- **Exercise**
In the records, find every line with the word "یادگار" and copy it out.

══ Information shown

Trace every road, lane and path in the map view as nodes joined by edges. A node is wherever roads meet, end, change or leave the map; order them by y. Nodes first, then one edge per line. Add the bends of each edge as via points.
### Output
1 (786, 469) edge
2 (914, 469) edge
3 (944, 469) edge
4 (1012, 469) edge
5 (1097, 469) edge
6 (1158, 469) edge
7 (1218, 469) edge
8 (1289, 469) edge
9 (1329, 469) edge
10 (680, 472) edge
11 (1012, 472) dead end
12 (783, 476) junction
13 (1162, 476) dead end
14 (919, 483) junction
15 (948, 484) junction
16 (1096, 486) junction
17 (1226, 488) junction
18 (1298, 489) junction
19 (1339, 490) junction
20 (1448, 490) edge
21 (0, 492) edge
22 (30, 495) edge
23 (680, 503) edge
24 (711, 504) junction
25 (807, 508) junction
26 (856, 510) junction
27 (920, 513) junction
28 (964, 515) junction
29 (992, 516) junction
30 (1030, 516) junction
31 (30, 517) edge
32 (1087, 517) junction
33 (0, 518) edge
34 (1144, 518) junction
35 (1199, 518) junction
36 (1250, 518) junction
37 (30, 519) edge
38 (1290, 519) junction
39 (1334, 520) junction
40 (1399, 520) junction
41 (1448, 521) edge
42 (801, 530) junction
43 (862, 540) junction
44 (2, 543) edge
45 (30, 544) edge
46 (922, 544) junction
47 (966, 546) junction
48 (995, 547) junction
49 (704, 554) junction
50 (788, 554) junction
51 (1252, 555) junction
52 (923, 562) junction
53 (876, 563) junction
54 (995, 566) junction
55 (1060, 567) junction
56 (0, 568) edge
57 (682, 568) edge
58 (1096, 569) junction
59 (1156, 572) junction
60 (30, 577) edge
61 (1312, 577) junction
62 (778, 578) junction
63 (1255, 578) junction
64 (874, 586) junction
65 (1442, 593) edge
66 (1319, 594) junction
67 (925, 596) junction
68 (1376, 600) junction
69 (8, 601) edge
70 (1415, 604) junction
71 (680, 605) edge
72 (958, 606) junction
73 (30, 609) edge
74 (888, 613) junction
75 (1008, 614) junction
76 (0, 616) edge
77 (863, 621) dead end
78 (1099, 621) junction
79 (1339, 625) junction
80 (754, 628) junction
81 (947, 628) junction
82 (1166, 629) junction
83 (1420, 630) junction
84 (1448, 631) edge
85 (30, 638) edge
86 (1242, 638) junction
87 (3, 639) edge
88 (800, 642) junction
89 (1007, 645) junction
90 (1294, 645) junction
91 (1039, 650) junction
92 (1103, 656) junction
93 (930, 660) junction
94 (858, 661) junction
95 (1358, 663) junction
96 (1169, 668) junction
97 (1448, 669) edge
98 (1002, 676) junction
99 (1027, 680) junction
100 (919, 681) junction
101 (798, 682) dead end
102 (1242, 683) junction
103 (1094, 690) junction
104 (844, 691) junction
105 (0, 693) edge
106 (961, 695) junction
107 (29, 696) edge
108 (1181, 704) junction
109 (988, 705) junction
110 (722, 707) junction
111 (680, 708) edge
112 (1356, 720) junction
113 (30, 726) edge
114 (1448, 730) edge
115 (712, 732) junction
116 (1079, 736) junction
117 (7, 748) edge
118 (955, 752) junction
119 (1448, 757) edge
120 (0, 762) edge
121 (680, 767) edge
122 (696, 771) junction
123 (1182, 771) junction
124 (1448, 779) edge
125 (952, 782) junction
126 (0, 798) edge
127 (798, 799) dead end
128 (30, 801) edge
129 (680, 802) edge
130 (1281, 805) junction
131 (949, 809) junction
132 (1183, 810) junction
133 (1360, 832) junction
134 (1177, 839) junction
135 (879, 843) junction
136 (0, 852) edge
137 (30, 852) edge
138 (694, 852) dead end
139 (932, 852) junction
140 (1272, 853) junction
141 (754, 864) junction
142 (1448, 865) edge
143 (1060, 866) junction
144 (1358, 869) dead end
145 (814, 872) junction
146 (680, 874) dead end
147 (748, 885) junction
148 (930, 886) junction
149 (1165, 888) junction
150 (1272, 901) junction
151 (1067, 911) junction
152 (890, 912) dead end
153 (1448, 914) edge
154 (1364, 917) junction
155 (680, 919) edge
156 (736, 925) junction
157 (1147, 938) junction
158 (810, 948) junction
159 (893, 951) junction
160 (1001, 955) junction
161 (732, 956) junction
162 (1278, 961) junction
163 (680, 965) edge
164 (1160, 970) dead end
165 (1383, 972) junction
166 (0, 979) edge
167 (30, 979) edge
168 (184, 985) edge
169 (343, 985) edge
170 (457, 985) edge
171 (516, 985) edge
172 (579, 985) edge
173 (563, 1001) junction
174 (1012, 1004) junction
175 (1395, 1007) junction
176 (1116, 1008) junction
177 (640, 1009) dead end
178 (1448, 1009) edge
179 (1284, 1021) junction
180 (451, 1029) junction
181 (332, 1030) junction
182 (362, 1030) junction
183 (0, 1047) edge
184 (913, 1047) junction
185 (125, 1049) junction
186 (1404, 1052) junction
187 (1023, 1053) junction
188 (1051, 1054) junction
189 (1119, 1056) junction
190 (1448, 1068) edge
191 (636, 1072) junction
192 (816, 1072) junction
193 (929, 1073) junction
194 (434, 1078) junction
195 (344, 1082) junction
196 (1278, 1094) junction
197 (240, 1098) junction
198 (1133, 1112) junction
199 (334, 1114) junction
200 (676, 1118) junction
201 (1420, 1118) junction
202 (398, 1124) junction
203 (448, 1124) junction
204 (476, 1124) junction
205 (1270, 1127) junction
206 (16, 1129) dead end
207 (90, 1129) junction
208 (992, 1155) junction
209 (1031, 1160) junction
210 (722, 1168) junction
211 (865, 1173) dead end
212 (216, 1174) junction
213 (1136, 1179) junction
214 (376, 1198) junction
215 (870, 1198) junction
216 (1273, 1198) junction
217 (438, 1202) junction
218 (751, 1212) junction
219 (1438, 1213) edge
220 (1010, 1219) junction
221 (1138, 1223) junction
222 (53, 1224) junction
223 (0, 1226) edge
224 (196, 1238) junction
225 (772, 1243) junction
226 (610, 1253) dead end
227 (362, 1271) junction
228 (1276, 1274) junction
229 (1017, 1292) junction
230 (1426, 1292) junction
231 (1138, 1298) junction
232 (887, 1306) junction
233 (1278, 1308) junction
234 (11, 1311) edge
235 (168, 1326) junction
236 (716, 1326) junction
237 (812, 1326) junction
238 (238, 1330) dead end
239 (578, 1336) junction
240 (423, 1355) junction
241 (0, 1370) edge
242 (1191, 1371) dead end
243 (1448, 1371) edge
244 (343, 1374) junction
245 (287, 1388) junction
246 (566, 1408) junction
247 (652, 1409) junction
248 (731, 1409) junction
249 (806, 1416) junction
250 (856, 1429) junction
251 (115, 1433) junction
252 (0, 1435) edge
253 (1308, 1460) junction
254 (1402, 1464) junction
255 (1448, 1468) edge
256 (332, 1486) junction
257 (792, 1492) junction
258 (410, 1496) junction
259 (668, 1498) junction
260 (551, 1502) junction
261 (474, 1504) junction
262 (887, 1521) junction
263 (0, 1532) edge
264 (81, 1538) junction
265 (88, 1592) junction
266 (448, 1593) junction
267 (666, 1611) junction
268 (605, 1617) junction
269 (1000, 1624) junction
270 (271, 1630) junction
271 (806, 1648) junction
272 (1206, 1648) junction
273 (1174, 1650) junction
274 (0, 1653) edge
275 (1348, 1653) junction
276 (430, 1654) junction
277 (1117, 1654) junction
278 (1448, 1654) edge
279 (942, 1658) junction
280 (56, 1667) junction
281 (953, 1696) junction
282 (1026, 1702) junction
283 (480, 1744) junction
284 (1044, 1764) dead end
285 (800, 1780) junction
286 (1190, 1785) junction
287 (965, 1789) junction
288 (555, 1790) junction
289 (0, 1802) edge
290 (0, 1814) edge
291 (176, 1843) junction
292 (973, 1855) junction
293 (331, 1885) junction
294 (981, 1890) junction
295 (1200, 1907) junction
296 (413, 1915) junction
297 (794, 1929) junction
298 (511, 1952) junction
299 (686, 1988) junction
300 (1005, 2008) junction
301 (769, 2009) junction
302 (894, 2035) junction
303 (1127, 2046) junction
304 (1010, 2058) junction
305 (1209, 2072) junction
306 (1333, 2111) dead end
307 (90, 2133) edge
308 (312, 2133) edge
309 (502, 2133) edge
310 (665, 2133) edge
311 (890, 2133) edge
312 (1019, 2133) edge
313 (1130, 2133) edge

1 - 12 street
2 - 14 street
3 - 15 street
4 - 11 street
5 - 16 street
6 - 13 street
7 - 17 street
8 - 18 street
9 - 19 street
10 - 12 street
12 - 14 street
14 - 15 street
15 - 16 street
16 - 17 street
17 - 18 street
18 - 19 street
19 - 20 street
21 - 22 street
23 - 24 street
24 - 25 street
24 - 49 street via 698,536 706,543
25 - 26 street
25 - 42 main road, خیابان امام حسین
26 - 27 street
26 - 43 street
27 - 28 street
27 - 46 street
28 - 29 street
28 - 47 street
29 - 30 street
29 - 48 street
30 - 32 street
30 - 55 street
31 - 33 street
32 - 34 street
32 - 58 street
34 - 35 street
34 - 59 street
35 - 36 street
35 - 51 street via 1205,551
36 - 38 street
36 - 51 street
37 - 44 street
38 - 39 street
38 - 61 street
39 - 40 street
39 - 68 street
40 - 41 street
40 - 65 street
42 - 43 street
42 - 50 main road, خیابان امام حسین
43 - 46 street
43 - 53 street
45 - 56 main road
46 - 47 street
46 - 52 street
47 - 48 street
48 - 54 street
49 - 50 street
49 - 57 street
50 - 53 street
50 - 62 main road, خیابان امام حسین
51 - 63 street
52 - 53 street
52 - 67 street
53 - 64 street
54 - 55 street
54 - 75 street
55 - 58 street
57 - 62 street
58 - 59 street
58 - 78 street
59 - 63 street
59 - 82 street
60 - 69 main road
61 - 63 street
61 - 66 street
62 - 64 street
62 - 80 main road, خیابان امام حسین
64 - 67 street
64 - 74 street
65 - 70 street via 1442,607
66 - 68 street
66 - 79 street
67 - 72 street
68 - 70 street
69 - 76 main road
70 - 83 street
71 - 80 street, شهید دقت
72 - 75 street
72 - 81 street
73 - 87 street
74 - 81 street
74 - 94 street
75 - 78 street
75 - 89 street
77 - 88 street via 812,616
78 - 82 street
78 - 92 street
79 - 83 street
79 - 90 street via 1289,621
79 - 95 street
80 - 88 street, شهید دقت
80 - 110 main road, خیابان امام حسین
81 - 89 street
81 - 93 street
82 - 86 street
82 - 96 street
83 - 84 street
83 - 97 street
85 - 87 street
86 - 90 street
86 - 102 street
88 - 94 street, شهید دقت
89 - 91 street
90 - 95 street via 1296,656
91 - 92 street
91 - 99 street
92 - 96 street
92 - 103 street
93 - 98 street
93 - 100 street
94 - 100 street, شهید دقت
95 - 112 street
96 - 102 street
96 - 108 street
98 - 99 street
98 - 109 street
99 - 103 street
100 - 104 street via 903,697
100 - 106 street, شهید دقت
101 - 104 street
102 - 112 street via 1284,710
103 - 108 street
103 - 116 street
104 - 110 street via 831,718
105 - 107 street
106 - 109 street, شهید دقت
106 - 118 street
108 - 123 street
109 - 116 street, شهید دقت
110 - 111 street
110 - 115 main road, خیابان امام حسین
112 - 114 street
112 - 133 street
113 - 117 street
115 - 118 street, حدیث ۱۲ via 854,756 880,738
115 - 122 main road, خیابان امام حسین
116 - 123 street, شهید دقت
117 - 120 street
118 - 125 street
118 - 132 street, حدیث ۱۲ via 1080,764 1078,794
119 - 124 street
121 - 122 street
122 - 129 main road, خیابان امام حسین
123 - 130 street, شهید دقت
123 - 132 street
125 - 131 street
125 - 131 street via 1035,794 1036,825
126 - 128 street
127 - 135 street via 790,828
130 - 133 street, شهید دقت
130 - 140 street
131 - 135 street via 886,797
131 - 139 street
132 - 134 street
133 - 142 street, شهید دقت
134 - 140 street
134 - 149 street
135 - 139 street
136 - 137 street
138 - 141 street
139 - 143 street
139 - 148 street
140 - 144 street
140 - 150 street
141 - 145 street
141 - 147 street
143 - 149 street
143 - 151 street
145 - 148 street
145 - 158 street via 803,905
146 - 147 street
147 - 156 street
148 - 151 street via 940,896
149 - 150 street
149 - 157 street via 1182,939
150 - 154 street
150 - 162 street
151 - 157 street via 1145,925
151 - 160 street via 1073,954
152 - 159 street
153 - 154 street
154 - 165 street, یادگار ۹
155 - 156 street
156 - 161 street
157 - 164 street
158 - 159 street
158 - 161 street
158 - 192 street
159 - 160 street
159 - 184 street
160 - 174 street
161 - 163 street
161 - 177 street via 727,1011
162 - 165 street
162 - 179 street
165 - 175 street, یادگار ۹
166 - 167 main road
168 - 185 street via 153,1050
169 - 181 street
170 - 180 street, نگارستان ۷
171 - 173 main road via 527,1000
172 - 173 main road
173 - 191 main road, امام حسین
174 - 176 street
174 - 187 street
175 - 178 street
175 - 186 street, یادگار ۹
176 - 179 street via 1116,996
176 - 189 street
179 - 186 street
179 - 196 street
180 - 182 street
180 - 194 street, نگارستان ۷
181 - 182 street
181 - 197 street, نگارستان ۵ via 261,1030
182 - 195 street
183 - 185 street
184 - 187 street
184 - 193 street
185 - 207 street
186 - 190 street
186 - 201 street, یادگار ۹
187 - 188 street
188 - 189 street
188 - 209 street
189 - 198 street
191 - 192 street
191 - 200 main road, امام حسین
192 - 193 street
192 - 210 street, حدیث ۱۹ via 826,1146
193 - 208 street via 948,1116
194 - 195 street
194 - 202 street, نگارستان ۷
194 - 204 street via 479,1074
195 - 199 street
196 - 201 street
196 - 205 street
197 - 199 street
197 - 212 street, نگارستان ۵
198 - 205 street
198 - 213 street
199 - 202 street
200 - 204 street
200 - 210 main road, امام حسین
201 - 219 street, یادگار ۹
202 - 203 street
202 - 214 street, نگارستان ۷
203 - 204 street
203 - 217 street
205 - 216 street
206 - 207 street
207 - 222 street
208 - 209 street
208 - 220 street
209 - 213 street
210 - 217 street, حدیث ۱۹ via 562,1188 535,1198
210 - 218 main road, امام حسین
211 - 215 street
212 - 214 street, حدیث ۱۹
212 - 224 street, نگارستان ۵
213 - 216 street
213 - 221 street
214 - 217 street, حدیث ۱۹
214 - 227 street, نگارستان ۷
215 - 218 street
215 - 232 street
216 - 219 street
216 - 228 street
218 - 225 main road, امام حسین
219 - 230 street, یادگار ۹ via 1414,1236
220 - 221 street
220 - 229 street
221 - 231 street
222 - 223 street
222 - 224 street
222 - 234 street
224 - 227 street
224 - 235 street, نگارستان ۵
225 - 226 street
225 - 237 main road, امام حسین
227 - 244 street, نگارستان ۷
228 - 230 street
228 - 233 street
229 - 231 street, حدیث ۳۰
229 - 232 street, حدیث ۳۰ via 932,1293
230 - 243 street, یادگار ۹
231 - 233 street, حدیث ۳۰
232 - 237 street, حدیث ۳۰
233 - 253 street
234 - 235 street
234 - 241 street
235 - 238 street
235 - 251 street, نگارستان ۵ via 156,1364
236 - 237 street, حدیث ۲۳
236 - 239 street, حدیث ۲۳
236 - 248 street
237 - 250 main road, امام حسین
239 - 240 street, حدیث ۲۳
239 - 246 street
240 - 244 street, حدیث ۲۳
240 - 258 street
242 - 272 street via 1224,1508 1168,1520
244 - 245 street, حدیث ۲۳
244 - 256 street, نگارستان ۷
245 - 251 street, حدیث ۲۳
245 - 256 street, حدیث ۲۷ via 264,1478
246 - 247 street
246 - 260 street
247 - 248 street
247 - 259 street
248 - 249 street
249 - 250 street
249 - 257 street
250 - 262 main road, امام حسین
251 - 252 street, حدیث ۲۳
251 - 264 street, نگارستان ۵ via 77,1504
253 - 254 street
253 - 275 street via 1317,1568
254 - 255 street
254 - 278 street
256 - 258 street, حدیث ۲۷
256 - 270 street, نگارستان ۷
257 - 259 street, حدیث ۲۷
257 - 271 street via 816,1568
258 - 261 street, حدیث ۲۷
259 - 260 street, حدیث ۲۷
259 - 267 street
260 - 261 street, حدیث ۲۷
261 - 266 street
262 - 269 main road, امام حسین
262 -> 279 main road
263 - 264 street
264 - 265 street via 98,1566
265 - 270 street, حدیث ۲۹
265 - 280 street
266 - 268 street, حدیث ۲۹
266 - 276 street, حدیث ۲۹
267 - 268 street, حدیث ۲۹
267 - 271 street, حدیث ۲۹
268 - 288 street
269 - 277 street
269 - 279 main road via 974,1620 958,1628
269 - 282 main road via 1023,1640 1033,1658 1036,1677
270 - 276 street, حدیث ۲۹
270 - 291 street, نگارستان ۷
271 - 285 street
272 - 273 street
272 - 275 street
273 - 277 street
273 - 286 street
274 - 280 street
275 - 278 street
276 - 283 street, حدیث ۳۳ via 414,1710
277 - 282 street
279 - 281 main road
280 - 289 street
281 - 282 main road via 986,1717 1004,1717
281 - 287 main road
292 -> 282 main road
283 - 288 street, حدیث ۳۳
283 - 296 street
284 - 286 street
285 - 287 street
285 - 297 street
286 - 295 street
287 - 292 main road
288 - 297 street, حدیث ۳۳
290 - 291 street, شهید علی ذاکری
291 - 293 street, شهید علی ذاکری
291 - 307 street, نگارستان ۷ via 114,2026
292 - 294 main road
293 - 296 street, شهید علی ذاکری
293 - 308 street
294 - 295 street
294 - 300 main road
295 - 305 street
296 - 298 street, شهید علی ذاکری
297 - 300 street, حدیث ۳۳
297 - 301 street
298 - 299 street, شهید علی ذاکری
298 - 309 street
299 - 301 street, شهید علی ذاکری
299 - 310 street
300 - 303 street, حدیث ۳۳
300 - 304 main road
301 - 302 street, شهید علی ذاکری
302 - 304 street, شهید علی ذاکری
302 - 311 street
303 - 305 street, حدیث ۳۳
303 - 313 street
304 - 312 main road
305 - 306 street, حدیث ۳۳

════

- **Reply to the exercise**
154 - 165 street, یادگار ۹
165 - 175 street, یادگار ۹
175 - 186 street, یادگار ۹
186 - 201 street, یادگار ۹
201 - 219 street, یادگار ۹
219 - 230 street, یادگار ۹ via 1414,1236
230 - 243 street, یادگار ۹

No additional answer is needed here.